* [Task details]: Once you find the line in the listing below that contains "Road topology of the map", copy it and every following line exactly, stopping at the end.

* [Source information]:

⁂

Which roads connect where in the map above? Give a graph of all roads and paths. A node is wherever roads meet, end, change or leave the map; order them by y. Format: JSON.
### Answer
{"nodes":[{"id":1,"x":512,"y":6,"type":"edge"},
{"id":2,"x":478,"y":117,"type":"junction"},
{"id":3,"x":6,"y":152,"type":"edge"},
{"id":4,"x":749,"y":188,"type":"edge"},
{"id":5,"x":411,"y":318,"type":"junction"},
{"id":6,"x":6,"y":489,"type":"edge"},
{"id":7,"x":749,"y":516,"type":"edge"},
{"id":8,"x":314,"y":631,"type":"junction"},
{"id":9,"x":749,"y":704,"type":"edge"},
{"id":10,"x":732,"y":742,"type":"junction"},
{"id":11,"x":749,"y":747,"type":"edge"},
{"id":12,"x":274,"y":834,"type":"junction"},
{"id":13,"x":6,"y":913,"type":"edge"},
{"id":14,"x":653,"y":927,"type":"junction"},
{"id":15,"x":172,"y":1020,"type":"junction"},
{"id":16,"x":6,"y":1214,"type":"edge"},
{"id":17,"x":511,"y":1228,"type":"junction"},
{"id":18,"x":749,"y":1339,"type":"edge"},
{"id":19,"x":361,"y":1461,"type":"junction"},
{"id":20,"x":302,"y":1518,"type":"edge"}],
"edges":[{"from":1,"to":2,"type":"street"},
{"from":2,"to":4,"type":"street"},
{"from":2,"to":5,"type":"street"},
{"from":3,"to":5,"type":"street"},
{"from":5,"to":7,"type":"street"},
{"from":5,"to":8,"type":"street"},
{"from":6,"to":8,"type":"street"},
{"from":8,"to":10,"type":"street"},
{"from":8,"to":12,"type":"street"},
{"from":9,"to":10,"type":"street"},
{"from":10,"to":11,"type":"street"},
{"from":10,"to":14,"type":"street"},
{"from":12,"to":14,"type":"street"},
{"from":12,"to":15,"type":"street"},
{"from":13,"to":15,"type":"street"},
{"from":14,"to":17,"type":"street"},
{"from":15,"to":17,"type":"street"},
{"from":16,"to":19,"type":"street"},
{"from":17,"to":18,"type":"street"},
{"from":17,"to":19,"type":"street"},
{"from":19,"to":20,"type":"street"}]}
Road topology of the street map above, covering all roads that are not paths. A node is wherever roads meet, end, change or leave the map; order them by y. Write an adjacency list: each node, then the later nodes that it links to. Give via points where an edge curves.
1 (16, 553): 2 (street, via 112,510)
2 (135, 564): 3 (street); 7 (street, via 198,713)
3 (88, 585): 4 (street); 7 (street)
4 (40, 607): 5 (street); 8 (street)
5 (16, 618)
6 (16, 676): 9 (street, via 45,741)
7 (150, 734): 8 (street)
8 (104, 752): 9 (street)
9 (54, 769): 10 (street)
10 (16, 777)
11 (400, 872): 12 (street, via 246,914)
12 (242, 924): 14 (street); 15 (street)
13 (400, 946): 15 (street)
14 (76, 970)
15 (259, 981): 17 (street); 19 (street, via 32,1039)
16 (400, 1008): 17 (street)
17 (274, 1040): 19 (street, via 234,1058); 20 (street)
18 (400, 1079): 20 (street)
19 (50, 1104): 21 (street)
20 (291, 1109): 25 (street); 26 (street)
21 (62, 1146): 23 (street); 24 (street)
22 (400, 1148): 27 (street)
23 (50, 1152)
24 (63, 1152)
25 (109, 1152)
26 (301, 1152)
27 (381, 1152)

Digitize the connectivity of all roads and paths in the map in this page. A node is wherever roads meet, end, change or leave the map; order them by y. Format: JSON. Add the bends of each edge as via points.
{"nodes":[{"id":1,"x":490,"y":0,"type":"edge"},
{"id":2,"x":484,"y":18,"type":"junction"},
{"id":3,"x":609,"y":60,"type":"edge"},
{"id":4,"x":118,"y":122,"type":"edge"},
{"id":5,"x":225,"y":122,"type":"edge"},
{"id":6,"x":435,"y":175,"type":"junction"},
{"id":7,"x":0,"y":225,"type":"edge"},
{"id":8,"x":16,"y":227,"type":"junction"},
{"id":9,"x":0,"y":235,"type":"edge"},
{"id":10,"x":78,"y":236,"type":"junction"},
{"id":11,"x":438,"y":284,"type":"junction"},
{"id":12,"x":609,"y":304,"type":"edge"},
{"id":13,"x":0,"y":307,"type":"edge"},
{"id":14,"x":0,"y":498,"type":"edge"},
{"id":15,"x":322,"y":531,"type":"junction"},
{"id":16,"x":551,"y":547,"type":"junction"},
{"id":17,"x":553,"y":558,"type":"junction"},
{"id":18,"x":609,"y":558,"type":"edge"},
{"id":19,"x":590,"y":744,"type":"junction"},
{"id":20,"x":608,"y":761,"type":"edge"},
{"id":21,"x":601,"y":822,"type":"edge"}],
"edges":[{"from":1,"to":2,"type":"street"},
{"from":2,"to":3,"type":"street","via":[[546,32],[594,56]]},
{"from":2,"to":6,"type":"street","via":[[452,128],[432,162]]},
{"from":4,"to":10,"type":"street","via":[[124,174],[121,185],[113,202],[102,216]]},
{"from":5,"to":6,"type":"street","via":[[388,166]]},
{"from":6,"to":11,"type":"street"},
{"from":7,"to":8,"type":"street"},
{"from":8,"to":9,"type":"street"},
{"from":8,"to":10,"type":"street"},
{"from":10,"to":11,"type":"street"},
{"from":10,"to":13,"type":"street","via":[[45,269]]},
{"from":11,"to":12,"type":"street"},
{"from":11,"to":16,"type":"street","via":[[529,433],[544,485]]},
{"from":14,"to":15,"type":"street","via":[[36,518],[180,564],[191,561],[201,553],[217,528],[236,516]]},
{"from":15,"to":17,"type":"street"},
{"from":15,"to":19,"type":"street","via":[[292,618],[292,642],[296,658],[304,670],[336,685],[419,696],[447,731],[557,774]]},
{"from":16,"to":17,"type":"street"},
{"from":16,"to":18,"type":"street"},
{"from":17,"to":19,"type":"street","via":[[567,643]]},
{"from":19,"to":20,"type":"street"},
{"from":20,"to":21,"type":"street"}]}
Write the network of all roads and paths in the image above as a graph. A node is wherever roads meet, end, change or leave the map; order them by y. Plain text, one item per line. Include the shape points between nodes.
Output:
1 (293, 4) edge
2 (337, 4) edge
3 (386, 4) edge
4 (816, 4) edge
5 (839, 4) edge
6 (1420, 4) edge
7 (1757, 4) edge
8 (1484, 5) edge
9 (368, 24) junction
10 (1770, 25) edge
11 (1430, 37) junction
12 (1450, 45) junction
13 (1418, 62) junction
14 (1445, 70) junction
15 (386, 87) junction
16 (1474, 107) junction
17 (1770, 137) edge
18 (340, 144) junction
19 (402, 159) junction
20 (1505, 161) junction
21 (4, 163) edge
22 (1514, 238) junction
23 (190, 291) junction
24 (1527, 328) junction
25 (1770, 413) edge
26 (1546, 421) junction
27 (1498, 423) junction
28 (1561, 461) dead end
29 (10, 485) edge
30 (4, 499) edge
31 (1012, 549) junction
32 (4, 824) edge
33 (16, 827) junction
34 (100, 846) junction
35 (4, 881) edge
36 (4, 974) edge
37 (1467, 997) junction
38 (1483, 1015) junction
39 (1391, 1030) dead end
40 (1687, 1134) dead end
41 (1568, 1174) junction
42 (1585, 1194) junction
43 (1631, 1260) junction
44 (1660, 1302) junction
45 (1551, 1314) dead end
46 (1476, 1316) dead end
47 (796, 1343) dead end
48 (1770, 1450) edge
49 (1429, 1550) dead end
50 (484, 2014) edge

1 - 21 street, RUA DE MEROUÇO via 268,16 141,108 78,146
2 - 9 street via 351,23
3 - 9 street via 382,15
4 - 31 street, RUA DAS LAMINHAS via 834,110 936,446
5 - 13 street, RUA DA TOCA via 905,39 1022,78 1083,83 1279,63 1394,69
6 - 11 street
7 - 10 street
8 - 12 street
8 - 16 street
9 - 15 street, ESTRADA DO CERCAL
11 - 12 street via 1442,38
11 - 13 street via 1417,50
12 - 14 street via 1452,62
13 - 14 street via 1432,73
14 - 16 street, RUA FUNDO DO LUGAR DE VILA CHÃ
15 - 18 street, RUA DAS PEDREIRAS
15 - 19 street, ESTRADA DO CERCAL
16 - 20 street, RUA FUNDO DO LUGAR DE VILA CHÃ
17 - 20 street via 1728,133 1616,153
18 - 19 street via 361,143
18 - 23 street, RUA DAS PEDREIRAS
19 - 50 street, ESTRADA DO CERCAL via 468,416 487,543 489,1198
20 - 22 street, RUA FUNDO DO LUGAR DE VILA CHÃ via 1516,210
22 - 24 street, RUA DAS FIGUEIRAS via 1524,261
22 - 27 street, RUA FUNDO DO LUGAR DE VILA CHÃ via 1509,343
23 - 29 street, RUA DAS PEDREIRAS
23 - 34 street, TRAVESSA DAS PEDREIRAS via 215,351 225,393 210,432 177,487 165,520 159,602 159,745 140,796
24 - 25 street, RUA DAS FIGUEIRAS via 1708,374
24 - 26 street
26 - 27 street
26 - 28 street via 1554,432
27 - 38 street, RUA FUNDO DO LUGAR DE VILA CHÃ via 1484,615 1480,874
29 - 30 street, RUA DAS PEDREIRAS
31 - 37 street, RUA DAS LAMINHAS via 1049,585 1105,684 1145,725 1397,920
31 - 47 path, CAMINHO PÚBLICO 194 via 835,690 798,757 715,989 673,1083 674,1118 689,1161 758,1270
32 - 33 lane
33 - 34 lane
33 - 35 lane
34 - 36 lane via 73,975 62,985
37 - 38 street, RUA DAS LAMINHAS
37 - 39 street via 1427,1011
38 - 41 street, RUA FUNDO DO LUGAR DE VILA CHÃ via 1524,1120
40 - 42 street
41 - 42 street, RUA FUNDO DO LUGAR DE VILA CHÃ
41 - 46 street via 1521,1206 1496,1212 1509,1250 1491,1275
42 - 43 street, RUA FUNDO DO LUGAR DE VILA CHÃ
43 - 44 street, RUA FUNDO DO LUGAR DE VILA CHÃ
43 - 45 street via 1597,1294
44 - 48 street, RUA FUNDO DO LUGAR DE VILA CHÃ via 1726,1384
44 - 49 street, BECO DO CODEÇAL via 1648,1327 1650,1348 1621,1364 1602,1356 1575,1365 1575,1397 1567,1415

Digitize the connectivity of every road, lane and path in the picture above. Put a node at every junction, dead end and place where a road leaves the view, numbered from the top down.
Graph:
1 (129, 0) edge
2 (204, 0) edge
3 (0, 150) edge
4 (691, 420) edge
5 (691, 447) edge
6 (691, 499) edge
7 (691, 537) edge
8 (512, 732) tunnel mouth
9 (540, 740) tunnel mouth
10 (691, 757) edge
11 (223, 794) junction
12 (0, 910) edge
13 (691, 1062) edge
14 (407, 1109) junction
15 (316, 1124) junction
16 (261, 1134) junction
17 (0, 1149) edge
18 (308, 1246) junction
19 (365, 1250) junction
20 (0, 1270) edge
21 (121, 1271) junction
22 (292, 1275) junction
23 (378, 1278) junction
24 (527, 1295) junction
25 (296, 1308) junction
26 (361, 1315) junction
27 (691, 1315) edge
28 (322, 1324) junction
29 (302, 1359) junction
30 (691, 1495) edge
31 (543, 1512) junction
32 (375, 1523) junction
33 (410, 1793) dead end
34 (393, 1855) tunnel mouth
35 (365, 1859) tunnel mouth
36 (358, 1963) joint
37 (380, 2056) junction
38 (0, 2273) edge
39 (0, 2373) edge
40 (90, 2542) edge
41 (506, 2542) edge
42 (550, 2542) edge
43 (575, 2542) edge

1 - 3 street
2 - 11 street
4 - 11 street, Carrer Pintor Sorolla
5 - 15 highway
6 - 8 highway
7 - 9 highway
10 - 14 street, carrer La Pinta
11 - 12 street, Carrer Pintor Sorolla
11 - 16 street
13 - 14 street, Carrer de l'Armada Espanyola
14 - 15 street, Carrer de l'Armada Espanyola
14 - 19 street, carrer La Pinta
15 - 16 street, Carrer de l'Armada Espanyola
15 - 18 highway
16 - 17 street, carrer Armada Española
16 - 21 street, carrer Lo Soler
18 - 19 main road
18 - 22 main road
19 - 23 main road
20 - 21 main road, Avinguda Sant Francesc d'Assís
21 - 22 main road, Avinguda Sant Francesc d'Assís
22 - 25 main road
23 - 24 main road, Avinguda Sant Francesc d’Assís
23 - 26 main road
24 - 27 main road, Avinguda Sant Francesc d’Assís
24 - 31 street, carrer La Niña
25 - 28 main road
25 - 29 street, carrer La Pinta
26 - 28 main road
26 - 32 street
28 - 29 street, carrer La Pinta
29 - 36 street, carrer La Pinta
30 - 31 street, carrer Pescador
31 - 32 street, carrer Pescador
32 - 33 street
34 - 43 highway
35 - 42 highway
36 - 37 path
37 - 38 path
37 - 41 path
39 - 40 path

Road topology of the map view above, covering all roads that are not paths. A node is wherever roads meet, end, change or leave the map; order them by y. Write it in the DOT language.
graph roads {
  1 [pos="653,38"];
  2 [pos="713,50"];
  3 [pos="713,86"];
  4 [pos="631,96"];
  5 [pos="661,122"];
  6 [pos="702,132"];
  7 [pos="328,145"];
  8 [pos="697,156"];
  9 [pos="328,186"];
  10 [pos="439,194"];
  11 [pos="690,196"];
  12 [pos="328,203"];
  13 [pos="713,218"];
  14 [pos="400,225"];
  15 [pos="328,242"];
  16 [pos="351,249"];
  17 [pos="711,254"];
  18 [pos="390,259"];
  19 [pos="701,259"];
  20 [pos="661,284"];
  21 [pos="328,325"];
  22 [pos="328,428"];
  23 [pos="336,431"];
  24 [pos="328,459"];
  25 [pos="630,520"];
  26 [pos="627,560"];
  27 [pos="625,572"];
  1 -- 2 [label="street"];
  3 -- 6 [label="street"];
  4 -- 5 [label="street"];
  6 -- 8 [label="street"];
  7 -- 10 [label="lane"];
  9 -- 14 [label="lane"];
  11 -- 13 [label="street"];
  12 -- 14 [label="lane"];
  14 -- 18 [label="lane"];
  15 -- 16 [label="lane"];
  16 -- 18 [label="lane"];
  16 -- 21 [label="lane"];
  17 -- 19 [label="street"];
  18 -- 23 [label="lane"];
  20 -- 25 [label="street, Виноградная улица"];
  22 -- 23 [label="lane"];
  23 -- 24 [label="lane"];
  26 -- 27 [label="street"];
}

⁂

* [Worked solution]:
Road topology of the map view above, covering all roads that are not paths. A node is wherever roads meet, end, change or leave the map; order them by y. Write it in the DOT language.
graph roads {
  1 [pos="653,38"];
  2 [pos="713,50"];
  3 [pos="713,86"];
  4 [pos="631,96"];
  5 [pos="661,122"];
  6 [pos="702,132"];
  7 [pos="328,145"];
  8 [pos="697,156"];
  9 [pos="328,186"];
  10 [pos="439,194"];
  11 [pos="690,196"];
  12 [pos="328,203"];
  13 [pos="713,218"];
  14 [pos="400,225"];
  15 [pos="328,242"];
  16 [pos="351,249"];
  17 [pos="711,254"];
  18 [pos="390,259"];
  19 [pos="701,259"];
  20 [pos="661,284"];
  21 [pos="328,325"];
  22 [pos="328,428"];
  23 [pos="336,431"];
  24 [pos="328,459"];
  25 [pos="630,520"];
  26 [pos="627,560"];
  27 [pos="625,572"];
  1 -- 2 [label="street"];
  3 -- 6 [label="street"];
  4 -- 5 [label="street"];
  6 -- 8 [label="street"];
  7 -- 10 [label="lane"];
  9 -- 14 [label="lane"];
  11 -- 13 [label="street"];
  12 -- 14 [label="lane"];
  14 -- 18 [label="lane"];
  15 -- 16 [label="lane"];
  16 -- 18 [label="lane"];
  16 -- 21 [label="lane"];
  17 -- 19 [label="street"];
  18 -- 23 [label="lane"];
  20 -- 25 [label="street, Виноградная улица"];
  22 -- 23 [label="lane"];
  23 -- 24 [label="lane"];
  26 -- 27 [label="street"];
}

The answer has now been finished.